_WORK TASK_.
Omitting the pictures, output all of the records precisely as written.

_EXTRACTED INFORMATION_.
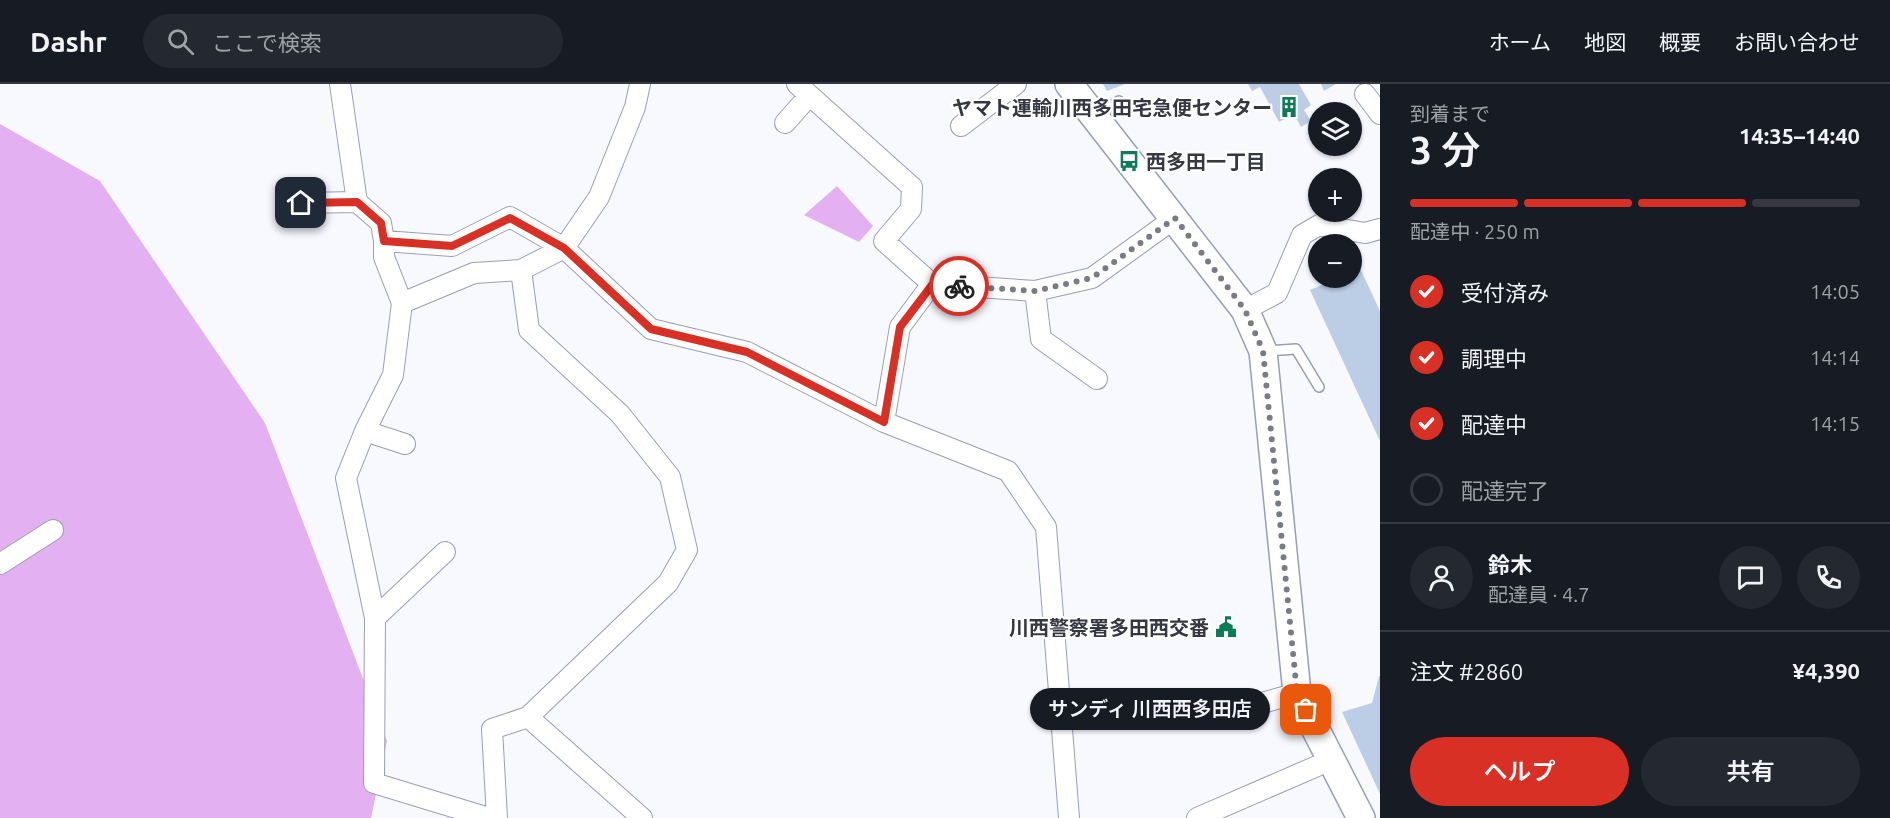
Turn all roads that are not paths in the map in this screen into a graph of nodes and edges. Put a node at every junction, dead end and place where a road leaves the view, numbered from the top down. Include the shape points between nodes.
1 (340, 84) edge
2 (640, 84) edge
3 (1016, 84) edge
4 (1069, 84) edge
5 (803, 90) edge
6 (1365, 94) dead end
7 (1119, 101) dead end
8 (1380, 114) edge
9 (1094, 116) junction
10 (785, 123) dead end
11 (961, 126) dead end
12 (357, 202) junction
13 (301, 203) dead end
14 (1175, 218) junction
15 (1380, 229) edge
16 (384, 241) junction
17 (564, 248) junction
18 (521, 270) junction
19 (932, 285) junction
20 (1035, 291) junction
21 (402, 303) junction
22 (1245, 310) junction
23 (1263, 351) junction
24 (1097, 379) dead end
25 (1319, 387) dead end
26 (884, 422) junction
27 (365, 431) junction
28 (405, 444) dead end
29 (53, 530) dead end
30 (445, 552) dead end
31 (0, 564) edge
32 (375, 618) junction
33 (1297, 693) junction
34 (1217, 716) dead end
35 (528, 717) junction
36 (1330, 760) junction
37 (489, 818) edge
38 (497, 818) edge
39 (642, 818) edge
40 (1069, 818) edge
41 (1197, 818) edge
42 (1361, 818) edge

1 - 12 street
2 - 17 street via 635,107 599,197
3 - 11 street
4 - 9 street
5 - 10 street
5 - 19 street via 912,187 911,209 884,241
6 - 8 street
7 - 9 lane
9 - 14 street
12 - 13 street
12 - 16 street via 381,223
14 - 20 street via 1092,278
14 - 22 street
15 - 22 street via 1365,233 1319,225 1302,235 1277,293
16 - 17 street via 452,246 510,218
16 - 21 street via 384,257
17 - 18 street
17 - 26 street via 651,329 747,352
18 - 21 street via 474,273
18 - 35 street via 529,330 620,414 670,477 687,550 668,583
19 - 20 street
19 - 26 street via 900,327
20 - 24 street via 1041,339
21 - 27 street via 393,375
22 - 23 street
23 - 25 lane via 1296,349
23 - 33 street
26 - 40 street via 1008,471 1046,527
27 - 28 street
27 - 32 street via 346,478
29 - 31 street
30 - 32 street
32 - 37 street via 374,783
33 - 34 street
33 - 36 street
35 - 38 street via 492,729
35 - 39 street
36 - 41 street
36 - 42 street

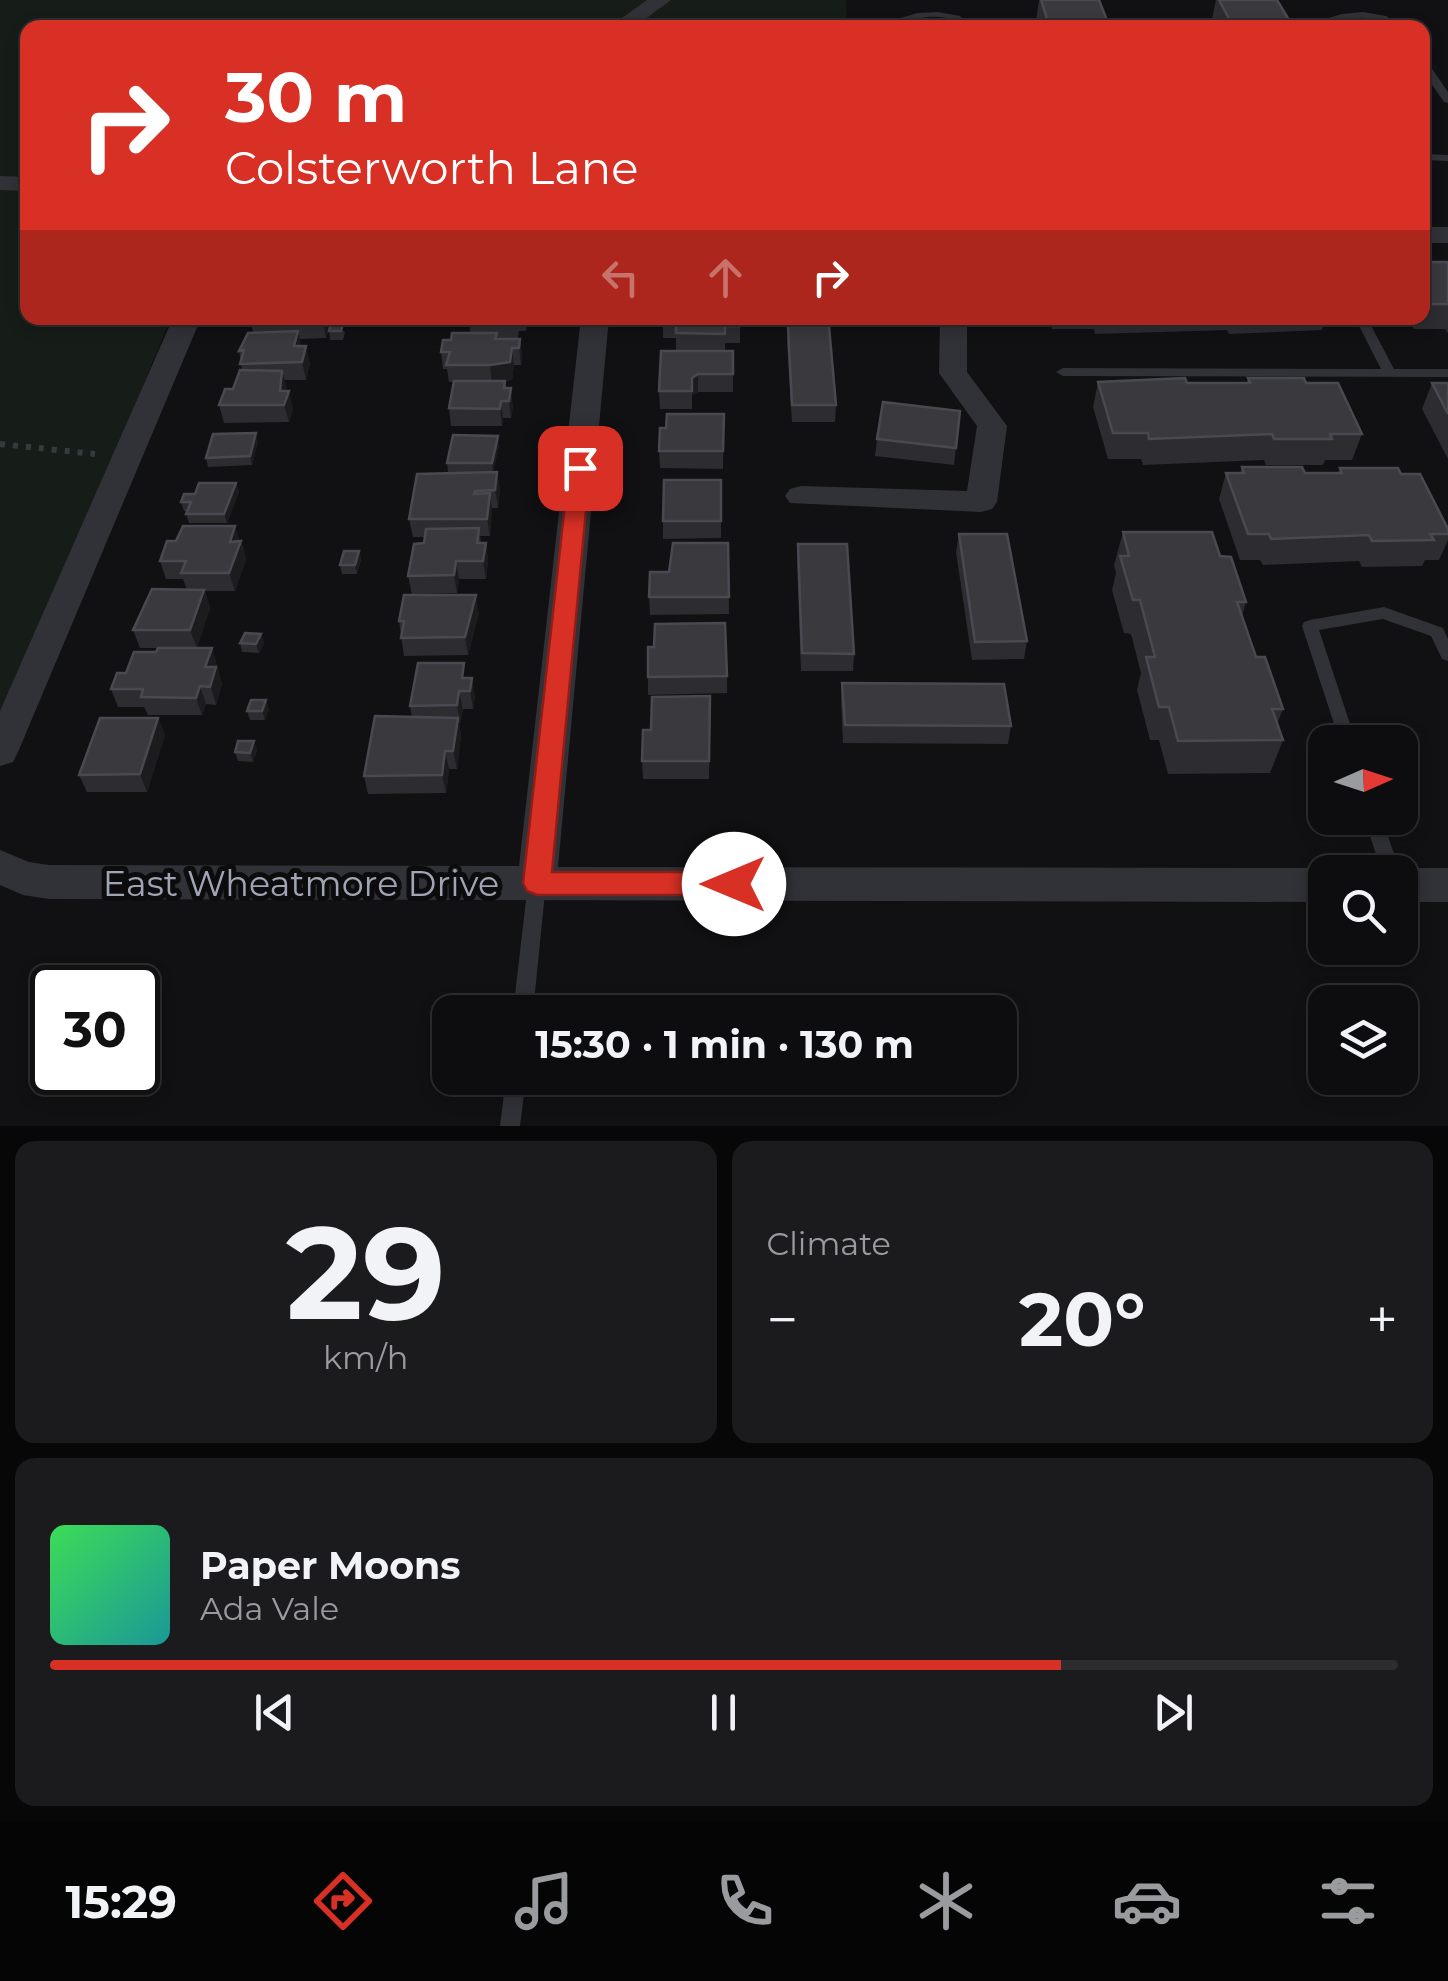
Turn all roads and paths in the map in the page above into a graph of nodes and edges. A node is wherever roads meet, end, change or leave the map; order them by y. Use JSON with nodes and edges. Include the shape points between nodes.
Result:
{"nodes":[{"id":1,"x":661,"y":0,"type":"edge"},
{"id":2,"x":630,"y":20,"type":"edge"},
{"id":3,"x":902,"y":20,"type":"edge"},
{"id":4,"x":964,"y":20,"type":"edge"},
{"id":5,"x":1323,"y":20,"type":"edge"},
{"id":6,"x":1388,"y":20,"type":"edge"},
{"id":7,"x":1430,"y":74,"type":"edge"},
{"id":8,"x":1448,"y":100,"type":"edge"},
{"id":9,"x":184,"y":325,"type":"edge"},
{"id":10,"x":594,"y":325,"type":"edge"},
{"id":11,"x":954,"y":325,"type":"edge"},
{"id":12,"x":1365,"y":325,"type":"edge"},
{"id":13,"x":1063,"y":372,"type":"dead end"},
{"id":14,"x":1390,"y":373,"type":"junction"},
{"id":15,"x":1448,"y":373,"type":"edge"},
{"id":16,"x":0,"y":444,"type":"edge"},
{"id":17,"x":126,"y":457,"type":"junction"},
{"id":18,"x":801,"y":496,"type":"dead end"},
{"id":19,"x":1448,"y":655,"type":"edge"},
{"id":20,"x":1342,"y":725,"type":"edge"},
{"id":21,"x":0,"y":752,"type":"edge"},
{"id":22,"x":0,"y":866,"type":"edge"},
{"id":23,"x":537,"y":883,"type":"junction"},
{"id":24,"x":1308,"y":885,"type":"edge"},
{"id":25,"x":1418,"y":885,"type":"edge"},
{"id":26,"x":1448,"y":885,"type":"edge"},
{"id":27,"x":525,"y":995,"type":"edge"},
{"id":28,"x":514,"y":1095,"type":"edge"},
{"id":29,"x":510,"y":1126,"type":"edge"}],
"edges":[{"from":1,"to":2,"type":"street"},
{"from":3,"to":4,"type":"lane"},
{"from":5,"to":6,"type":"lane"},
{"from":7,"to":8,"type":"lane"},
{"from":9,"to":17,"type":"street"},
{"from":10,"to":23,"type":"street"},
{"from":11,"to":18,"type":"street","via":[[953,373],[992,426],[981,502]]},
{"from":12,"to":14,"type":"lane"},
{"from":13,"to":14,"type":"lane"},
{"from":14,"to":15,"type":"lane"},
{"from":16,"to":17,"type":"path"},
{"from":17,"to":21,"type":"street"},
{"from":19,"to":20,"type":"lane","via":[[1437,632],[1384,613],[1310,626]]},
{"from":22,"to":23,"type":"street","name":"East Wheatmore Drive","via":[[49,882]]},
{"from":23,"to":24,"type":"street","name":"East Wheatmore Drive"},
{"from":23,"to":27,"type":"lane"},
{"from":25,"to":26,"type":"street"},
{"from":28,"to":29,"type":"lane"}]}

_EXERCISE OUTPUT_.
Turn all roads that are not paths in the map in this screen into a graph of nodes and edges. Put a node at every junction, dead end and place where a road leaves the view, numbered from the top down. Include the shape points between nodes.
1 (340, 84) edge
2 (640, 84) edge
3 (1016, 84) edge
4 (1069, 84) edge
5 (803, 90) edge
6 (1365, 94) dead end
7 (1119, 101) dead end
8 (1380, 114) edge
9 (1094, 116) junction
10 (785, 123) dead end
11 (961, 126) dead end
12 (357, 202) junction
13 (301, 203) dead end
14 (1175, 218) junction
15 (1380, 229) edge
16 (384, 241) junction
17 (564, 248) junction
18 (521, 270) junction
19 (932, 285) junction
20 (1035, 291) junction
21 (402, 303) junction
22 (1245, 310) junction
23 (1263, 351) junction
24 (1097, 379) dead end
25 (1319, 387) dead end
26 (884, 422) junction
27 (365, 431) junction
28 (405, 444) dead end
29 (53, 530) dead end
30 (445, 552) dead end
31 (0, 564) edge
32 (375, 618) junction
33 (1297, 693) junction
34 (1217, 716) dead end
35 (528, 717) junction
36 (1330, 760) junction
37 (489, 818) edge
38 (497, 818) edge
39 (642, 818) edge
40 (1069, 818) edge
41 (1197, 818) edge
42 (1361, 818) edge

1 - 12 street
2 - 17 street via 635,107 599,197
3 - 11 street
4 - 9 street
5 - 10 street
5 - 19 street via 912,187 911,209 884,241
6 - 8 street
7 - 9 lane
9 - 14 street
12 - 13 street
12 - 16 street via 381,223
14 - 20 street via 1092,278
14 - 22 street
15 - 22 street via 1365,233 1319,225 1302,235 1277,293
16 - 17 street via 452,246 510,218
16 - 21 street via 384,257
17 - 18 street
17 - 26 street via 651,329 747,352
18 - 21 street via 474,273
18 - 35 street via 529,330 620,414 670,477 687,550 668,583
19 - 20 street
19 - 26 street via 900,327
20 - 24 street via 1041,339
21 - 27 street via 393,375
22 - 23 street
23 - 25 lane via 1296,349
23 - 33 street
26 - 40 street via 1008,471 1046,527
27 - 28 street
27 - 32 street via 346,478
29 - 31 street
30 - 32 street
32 - 37 street via 374,783
33 - 34 street
33 - 36 street
35 - 38 street via 492,729
35 - 39 street
36 - 41 street
36 - 42 street

Turn all roads and paths in the map in the page above into a graph of nodes and edges. A node is wherever roads meet, end, change or leave the map; order them by y. Use JSON with nodes and edges. Include the shape points between nodes.
Result:
{"nodes":[{"id":1,"x":661,"y":0,"type":"edge"},
{"id":2,"x":630,"y":20,"type":"edge"},
{"id":3,"x":902,"y":20,"type":"edge"},
{"id":4,"x":964,"y":20,"type":"edge"},
{"id":5,"x":1323,"y":20,"type":"edge"},
{"id":6,"x":1388,"y":20,"type":"edge"},
{"id":7,"x":1430,"y":74,"type":"edge"},
{"id":8,"x":1448,"y":100,"type":"edge"},
{"id":9,"x":184,"y":325,"type":"edge"},
{"id":10,"x":594,"y":325,"type":"edge"},
{"id":11,"x":954,"y":325,"type":"edge"},
{"id":12,"x":1365,"y":325,"type":"edge"},
{"id":13,"x":1063,"y":372,"type":"dead end"},
{"id":14,"x":1390,"y":373,"type":"junction"},
{"id":15,"x":1448,"y":373,"type":"edge"},
{"id":16,"x":0,"y":444,"type":"edge"},
{"id":17,"x":126,"y":457,"type":"junction"},
{"id":18,"x":801,"y":496,"type":"dead end"},
{"id":19,"x":1448,"y":655,"type":"edge"},
{"id":20,"x":1342,"y":725,"type":"edge"},
{"id":21,"x":0,"y":752,"type":"edge"},
{"id":22,"x":0,"y":866,"type":"edge"},
{"id":23,"x":537,"y":883,"type":"junction"},
{"id":24,"x":1308,"y":885,"type":"edge"},
{"id":25,"x":1418,"y":885,"type":"edge"},
{"id":26,"x":1448,"y":885,"type":"edge"},
{"id":27,"x":525,"y":995,"type":"edge"},
{"id":28,"x":514,"y":1095,"type":"edge"},
{"id":29,"x":510,"y":1126,"type":"edge"}],
"edges":[{"from":1,"to":2,"type":"street"},
{"from":3,"to":4,"type":"lane"},
{"from":5,"to":6,"type":"lane"},
{"from":7,"to":8,"type":"lane"},
{"from":9,"to":17,"type":"street"},
{"from":10,"to":23,"type":"street"},
{"from":11,"to":18,"type":"street","via":[[953,373],[992,426],[981,502]]},
{"from":12,"to":14,"type":"lane"},
{"from":13,"to":14,"type":"lane"},
{"from":14,"to":15,"type":"lane"},
{"from":16,"to":17,"type":"path"},
{"from":17,"to":21,"type":"street"},
{"from":19,"to":20,"type":"lane","via":[[1437,632],[1384,613],[1310,626]]},
{"from":22,"to":23,"type":"street","name":"East Wheatmore Drive","via":[[49,882]]},
{"from":23,"to":24,"type":"street","name":"East Wheatmore Drive"},
{"from":23,"to":27,"type":"lane"},
{"from":25,"to":26,"type":"street"},
{"from":28,"to":29,"type":"lane"}]}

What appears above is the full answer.